- Conference: Atlantic Coast Conference
- Record: 5–5 (4–5 ACC)
- Head coach: Bronco Mendenhall (5th season);
- Offensive coordinator: Robert Anae (5th season)
- Offensive scheme: Multiple
- Defensive coordinator: Nick Howell (5th season)
- Co-defensive coordinator: Kelly Poppinga (3rd season)
- Base defense: 3–4
- Home stadium: Scott Stadium

= 2020 Virginia Cavaliers football team =

American college football season

The 2020 Virginia Cavaliers football team represented the University of Virginia during the 2020 NCAA Division I FBS football season. The Cavaliers were led by fifth-year head coach Bronco Mendenhall and played their home games at Scott Stadium. The team competed as members of the Atlantic Coast Conference (ACC).

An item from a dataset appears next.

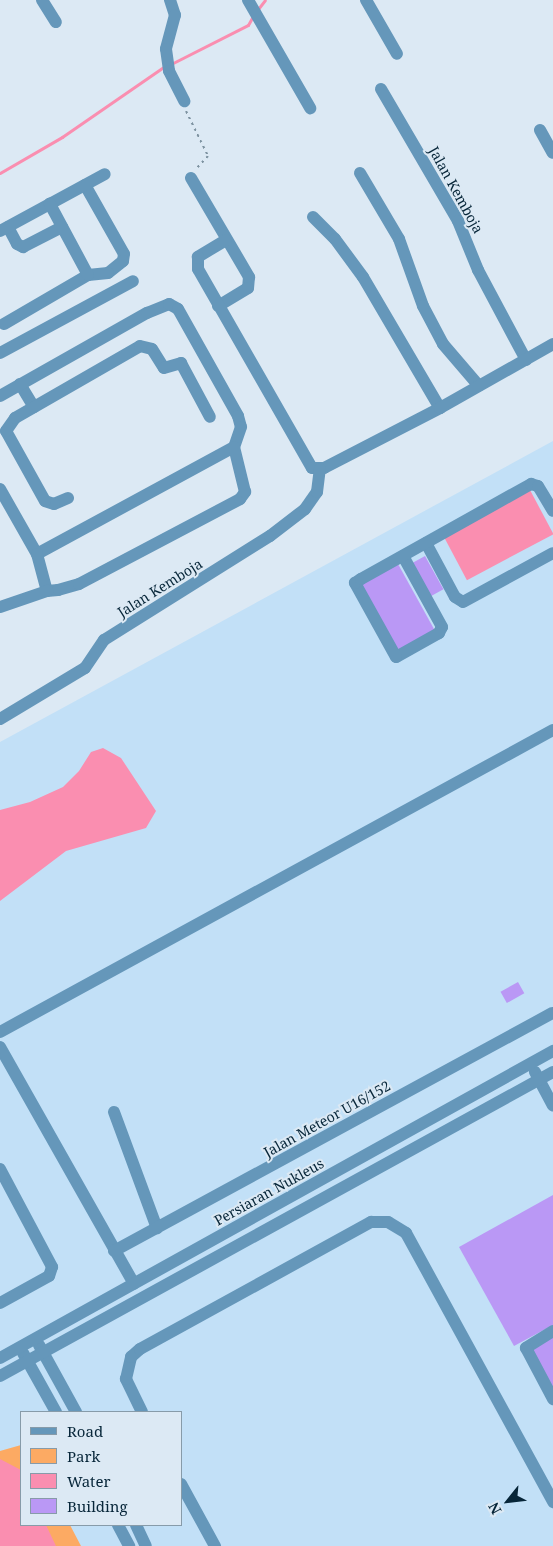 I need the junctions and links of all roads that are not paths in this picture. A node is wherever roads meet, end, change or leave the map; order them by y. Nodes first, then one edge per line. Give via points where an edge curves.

After completing their regular season with an overall 5–5 record (4–5 in ACC play), the program announced on December 13 that it would not participate in any bowl game.

==Schedule==
Virginia had games scheduled against Georgia, Old Dominion, UConn, VMI, and Florida State, which were all canceled due to the COVID-19 pandemic.

The ACC released their schedule on July 29, with specific dates selected at a later date.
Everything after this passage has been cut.